- [Your assignment]:
Please give back, word for word, each line from the start of the entries through the one in which "function fillPath(path, color)" is found.

[[ Information, beginning ]]

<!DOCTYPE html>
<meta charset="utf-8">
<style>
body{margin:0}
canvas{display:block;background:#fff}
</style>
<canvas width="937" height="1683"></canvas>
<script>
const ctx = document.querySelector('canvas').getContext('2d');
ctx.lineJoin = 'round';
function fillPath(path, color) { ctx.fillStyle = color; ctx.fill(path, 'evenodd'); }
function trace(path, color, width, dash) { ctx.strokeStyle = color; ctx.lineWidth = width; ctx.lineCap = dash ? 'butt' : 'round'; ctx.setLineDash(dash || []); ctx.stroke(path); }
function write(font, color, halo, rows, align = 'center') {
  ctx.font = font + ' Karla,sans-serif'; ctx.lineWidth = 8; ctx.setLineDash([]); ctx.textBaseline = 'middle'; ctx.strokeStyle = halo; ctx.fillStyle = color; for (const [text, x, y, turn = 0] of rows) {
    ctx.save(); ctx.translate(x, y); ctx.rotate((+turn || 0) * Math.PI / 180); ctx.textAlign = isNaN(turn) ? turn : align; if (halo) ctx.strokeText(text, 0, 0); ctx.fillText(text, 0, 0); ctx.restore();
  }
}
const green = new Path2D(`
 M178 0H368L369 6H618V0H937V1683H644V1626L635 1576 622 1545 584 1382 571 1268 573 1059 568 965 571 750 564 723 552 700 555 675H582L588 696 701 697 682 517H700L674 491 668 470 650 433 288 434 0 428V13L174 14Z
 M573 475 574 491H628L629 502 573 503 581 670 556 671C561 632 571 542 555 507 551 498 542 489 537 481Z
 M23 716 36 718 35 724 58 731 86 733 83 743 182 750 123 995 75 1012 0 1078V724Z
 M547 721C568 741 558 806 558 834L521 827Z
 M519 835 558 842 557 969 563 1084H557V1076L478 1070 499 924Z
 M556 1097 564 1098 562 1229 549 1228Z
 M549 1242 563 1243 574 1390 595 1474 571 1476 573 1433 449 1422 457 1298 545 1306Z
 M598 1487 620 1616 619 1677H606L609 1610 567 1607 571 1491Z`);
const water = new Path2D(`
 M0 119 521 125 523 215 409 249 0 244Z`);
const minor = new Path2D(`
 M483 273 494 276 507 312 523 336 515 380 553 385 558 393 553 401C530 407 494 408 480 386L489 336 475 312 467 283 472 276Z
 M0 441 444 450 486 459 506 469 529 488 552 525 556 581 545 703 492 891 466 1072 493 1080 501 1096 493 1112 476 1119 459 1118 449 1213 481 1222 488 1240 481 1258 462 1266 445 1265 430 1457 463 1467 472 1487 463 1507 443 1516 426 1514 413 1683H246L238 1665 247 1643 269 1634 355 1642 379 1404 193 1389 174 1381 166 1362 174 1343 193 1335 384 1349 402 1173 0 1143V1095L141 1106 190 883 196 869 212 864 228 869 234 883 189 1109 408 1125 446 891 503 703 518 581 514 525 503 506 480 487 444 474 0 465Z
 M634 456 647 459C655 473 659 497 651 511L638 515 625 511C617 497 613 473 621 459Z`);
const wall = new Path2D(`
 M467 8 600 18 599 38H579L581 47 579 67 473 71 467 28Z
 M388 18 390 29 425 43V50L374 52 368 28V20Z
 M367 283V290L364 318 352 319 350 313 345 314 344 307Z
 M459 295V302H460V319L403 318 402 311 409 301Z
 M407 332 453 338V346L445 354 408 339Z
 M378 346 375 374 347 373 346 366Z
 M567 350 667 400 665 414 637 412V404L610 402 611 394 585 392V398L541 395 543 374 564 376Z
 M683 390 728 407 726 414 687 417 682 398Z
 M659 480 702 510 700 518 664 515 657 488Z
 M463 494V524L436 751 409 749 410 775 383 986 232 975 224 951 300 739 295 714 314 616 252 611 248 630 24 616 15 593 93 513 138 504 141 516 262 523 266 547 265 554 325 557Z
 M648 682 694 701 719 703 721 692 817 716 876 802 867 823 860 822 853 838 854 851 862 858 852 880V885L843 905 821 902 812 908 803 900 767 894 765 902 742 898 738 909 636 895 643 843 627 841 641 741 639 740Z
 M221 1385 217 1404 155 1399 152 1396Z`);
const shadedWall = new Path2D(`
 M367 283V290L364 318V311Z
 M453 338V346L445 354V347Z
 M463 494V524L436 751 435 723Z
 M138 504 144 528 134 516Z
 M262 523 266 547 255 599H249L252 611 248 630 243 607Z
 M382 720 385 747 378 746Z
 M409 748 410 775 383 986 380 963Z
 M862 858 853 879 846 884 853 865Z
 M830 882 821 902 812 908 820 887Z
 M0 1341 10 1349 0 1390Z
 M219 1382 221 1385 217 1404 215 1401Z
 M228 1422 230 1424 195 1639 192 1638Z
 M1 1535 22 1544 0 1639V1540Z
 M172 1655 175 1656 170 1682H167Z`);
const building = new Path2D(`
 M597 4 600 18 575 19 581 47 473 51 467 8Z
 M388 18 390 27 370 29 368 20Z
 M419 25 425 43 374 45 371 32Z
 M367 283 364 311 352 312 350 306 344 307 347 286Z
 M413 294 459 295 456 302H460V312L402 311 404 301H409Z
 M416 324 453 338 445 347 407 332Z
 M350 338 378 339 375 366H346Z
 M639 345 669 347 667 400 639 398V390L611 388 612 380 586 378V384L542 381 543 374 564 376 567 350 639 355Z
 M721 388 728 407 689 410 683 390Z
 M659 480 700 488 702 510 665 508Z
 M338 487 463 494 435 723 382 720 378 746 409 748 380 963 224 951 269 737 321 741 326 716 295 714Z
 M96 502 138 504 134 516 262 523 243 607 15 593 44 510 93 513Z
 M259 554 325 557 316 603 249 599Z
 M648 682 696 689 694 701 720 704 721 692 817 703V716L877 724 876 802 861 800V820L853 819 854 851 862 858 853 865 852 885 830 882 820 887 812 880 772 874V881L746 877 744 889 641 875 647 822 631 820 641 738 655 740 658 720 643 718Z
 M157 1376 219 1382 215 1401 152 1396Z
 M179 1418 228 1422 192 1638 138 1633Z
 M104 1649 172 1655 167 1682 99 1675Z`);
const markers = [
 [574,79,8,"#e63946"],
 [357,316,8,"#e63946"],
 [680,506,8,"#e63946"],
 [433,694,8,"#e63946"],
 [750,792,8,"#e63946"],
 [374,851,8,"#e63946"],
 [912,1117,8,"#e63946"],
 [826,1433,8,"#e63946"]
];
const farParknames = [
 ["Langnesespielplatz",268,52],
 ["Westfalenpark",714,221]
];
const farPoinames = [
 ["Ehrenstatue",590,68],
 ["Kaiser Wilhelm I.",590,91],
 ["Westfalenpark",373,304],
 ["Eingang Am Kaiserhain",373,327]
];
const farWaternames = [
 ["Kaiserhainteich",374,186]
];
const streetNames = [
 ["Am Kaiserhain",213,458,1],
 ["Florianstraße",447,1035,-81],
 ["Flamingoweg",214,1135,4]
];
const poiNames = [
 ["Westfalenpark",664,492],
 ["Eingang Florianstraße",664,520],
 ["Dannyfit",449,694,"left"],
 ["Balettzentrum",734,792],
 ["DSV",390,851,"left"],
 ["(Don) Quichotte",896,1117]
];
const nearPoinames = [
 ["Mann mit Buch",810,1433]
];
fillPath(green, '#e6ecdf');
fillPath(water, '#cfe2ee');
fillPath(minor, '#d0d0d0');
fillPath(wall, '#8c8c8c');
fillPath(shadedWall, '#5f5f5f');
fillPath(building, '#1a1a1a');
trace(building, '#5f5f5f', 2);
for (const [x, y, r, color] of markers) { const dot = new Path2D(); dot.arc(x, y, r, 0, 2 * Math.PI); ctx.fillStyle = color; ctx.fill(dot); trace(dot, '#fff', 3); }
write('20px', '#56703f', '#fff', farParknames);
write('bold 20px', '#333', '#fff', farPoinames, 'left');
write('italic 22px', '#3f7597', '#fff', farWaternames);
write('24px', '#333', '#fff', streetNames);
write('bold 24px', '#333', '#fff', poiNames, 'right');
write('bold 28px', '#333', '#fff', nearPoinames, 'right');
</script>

[[ Information, end ]]

- [Solved exercise]:
<!DOCTYPE html>
<meta charset="utf-8">
<style>
body{margin:0}
canvas{display:block;background:#fff}
</style>
<canvas width="937" height="1683"></canvas>
<script>
const ctx = document.querySelector('canvas').getContext('2d');
ctx.lineJoin = 'round';
function fillPath(path, color) { ctx.fillStyle = color; ctx.fill(path, 'evenodd'); }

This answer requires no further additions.